# This weekend, the fish won



## TheRoguePirate (Nov 3, 2011)

So I am posting this a little late due to having to clean my garage out because my OCD kicked in. I am also posting this in both the surf and pier and bridge report for reasons that are about to be clear…
Sunday morning 0500 I started out looking for new grounds to fish due to the NAS pier being closed. Been reading some good reports about PCOLA Beach so thought I would start out there. Wind as out of the NNE at a steady 10-12 gusting to 15-18, temp was around 39-41 degrees. Current was at a steady 3 knots from east to west. On a falling tide. Bait was Berkley gulp 4” Penny Shrimp on a 1.25 Jig head augmented with BG Jerk Shad orange and green colors. I prob would have done better with live shrimp but I had planned to bounce around that day so I did not want to have to lug a bunch of gear. I kept the bait about 2 feet down in the column and after an hour only had two hits of something small.
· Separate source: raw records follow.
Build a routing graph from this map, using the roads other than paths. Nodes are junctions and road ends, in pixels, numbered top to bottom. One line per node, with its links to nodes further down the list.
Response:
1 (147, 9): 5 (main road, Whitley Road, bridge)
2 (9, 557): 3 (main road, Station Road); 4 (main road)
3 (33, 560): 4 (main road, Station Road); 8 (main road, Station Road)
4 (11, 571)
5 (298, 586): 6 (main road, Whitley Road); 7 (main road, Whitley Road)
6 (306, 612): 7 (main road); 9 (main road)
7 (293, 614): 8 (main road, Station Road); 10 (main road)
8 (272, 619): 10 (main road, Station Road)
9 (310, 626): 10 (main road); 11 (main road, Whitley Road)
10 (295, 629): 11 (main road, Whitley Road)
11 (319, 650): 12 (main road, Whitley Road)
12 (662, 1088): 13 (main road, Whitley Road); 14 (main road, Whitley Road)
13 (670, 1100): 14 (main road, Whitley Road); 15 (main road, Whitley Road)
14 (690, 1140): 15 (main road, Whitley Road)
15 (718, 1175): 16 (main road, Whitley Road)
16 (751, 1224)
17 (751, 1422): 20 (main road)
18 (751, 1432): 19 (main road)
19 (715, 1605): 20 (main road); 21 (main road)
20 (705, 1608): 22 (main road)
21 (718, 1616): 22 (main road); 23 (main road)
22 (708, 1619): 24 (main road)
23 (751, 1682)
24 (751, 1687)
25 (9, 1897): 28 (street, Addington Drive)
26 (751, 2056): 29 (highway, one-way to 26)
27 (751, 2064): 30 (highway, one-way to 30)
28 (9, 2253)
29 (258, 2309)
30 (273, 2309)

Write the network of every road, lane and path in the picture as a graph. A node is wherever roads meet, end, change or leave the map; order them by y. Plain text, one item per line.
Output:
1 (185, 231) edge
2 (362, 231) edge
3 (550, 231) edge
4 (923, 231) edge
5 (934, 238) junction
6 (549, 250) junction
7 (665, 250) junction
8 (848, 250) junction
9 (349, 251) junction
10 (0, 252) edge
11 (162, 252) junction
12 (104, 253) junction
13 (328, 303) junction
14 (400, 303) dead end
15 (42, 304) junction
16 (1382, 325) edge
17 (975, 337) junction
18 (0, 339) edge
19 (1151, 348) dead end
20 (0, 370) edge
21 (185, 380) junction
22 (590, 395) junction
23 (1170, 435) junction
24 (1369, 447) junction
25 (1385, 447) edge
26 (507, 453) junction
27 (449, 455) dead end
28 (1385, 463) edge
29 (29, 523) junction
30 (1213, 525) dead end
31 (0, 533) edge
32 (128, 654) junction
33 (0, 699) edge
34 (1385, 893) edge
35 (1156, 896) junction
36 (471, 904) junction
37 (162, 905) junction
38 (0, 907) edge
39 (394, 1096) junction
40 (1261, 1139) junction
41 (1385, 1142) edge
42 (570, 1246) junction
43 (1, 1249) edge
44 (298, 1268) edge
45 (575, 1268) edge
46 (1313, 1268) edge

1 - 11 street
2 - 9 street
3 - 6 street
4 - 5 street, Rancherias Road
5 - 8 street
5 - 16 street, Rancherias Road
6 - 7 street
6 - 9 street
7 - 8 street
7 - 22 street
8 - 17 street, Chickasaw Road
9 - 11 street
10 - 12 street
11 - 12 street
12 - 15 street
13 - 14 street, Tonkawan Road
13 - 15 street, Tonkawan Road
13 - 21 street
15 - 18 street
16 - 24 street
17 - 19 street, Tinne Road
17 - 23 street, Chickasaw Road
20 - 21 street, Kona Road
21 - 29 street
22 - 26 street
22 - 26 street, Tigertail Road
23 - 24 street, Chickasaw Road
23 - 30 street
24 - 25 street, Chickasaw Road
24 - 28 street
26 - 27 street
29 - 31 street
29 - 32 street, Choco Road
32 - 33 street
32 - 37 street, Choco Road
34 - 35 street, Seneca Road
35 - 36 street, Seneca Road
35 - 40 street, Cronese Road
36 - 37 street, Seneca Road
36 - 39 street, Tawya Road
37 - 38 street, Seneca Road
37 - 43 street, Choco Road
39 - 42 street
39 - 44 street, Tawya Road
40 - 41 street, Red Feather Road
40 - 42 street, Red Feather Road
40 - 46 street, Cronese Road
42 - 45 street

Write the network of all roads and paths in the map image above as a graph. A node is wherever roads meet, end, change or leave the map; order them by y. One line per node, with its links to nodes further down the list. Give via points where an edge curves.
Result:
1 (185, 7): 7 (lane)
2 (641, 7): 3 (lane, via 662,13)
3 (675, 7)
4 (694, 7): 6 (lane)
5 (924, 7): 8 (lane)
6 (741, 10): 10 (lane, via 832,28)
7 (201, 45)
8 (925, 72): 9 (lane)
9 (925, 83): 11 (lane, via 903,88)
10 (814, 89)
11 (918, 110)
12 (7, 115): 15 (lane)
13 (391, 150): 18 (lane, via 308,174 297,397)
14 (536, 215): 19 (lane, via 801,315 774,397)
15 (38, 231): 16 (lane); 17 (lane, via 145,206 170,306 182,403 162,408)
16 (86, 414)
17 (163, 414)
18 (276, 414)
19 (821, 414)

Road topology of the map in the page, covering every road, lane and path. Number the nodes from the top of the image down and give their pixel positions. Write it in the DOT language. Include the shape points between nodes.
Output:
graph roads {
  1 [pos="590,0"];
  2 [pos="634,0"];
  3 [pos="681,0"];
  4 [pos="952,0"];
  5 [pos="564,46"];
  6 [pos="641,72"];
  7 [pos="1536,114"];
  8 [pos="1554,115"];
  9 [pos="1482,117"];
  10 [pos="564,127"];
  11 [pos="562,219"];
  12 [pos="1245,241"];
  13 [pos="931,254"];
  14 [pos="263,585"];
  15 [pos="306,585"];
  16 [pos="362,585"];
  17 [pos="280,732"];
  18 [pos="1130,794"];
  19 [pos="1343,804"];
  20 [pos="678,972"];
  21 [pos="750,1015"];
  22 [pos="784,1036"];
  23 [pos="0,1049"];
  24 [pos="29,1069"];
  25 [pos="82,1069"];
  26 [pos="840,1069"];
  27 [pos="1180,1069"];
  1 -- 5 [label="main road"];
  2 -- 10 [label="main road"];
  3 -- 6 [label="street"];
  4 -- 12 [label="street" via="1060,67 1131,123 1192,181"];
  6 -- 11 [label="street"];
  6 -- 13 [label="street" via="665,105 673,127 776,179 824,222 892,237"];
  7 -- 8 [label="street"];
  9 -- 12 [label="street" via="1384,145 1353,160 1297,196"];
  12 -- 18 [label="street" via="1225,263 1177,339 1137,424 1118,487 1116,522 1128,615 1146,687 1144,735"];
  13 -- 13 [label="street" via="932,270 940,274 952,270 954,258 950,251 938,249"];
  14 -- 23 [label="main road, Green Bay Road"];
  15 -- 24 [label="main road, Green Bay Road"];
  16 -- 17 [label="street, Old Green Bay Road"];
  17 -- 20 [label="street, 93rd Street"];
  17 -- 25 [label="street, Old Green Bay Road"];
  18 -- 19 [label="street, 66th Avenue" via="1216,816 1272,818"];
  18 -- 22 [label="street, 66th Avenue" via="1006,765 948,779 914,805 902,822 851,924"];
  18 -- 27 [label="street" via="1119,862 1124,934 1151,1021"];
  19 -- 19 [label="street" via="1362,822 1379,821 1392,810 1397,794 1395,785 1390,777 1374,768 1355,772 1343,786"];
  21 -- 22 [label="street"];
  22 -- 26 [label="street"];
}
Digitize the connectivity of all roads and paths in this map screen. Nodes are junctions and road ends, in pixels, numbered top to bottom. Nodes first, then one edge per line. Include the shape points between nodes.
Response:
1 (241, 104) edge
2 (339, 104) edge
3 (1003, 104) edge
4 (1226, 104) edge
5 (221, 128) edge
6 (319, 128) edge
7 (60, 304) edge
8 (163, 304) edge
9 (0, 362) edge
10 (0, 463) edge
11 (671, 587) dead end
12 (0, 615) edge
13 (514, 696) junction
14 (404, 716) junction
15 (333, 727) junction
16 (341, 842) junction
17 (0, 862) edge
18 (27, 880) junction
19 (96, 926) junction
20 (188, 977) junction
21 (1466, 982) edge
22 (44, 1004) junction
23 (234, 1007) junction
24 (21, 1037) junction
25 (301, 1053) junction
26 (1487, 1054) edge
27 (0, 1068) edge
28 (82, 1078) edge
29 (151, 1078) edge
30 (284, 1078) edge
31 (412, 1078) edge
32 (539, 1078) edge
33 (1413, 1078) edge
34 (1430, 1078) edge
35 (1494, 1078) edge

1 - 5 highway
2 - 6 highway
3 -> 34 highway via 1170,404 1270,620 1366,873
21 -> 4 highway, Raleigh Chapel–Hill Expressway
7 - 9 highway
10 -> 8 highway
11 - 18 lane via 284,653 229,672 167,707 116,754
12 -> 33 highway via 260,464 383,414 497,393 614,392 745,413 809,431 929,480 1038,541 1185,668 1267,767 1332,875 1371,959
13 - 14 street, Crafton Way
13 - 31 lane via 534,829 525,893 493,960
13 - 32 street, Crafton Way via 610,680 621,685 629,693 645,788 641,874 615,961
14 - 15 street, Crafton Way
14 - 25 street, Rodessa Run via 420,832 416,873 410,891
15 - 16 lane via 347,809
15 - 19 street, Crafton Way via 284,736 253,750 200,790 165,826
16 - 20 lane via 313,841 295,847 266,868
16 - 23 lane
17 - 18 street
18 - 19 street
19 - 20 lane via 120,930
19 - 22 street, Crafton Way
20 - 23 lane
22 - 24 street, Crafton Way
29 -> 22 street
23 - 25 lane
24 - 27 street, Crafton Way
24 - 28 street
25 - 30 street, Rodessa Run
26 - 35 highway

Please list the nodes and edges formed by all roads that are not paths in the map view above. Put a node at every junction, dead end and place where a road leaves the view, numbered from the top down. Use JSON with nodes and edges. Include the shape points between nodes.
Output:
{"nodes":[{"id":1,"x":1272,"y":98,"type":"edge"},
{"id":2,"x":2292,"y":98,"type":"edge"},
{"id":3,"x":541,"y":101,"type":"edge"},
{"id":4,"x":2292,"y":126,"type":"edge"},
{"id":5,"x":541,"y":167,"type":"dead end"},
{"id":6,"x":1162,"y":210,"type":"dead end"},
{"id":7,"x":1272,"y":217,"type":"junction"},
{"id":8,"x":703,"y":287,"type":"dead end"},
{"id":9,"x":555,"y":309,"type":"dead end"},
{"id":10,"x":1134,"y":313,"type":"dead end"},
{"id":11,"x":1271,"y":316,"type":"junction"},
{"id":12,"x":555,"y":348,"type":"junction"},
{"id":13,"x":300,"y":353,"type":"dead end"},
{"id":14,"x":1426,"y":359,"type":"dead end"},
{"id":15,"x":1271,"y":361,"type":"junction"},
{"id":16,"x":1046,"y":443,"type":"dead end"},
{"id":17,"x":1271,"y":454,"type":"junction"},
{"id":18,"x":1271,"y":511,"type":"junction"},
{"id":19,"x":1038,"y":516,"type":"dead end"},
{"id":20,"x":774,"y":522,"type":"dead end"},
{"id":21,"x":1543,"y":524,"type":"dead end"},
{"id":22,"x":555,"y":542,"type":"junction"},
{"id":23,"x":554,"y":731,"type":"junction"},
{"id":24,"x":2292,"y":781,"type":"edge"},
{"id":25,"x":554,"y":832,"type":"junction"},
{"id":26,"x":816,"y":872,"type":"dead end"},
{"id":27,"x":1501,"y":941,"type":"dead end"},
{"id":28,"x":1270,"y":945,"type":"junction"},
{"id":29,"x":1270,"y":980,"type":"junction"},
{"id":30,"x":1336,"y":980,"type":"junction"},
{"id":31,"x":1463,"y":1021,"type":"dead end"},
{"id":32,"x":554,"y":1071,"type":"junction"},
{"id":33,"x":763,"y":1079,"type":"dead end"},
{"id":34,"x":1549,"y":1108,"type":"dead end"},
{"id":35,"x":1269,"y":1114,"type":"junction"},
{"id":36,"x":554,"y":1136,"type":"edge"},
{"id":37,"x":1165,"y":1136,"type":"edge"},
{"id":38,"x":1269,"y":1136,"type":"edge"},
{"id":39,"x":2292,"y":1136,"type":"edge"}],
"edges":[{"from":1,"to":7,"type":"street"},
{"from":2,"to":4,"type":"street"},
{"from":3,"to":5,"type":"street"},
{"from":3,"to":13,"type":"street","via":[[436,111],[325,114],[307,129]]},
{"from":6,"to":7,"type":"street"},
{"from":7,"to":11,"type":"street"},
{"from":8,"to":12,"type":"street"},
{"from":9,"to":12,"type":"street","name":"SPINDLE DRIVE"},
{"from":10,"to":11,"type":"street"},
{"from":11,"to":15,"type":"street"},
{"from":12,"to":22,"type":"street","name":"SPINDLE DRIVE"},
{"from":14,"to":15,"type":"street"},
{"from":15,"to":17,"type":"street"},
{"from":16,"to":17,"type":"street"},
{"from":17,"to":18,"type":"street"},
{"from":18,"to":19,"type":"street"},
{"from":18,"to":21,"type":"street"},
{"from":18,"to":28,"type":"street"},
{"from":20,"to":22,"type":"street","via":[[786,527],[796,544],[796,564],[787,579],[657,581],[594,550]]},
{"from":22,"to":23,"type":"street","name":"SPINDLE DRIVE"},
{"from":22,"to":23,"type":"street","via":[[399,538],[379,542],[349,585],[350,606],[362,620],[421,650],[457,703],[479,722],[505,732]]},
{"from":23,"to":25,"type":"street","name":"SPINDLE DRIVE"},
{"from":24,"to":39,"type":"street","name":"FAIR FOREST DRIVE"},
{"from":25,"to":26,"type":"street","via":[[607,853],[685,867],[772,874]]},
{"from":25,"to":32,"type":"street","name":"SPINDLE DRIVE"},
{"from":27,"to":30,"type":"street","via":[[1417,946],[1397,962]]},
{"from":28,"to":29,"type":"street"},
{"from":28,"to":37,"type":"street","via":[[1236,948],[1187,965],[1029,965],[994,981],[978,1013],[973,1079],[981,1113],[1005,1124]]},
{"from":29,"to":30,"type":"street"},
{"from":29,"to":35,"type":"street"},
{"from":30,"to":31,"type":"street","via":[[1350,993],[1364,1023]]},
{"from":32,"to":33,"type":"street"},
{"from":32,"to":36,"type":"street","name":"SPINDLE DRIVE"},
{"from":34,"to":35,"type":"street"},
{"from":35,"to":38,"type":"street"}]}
Saw a lot of bait balls swimming around but way out past the second sand bar. Also saw some crazy top water action but too far out to even cast.
0700 decided to grab a coffee (and some gloves) at circle K and move to another location.
Tried a small pier just under the bridge to Pcola beach after walking up and down the bigger pier east of the bridge and talking to several people. The wind had abated some and the protection of the bridge made it comfortable. Same baits as before mentioned this time not even a nibble. Talked to some other people including an old salt named Tom, (they confirmed a lack of bite or sightings that morning, not even one mullet) 2 hours total time, I decided to move back to the west side of town after observing not a single car on the Sykes pier.
0940 Made it back to NAS Pensacola to another spot that had been told to hold the reds. Same baits as mentioned above, no wind due to being blocked by a high shoreline. Another hour goes by without even a nibble again….time to move on….again.
1100 Moved to a spot just by the marina on base only to find that it had appeared to be recently dredged. Another hour goes by on the same baits, wind picked up to about 5 knots, and no sight of life or bites. 
1200 packed it up and called it a day. No my Granddaddy always said a bad day fishing is better than a good day at work, but it is a hard thing to swallow after slaying fish for the past few weekends. He also says it’s called fishing and not catching for a reason. Times like these I really wish I would not have sold my boat a few years ago, or at least had a fishing kayak instead of two racing ones. 
 I will be gone hunting this weekend but the NAS Pensacola Pier is scheduled to be open again. The USS” Ruined this past weekend” should be gone in time for a great time. I will try and post any reports I get from there or any changes as I can. Perhaps I should just grab my gear and stand on the side of the ICW with a thumb out and a pant leg hiked up……
TRP
irate:


----------



## submariner (Oct 2, 2007)

Amusing read; shoot me a pm when you are ready to go again= Maybe we can get together- I have a boat 23 foot aqua sport ed


----------



## TheRoguePirate (Nov 3, 2011)

I will be out of town on a hunting trip this weekend, but have plenty of time off lined up this next 3 weeks to include weekdays. Thank you very much for the invite, i am always up for chipping in on bait gas and beer!

TRP


----------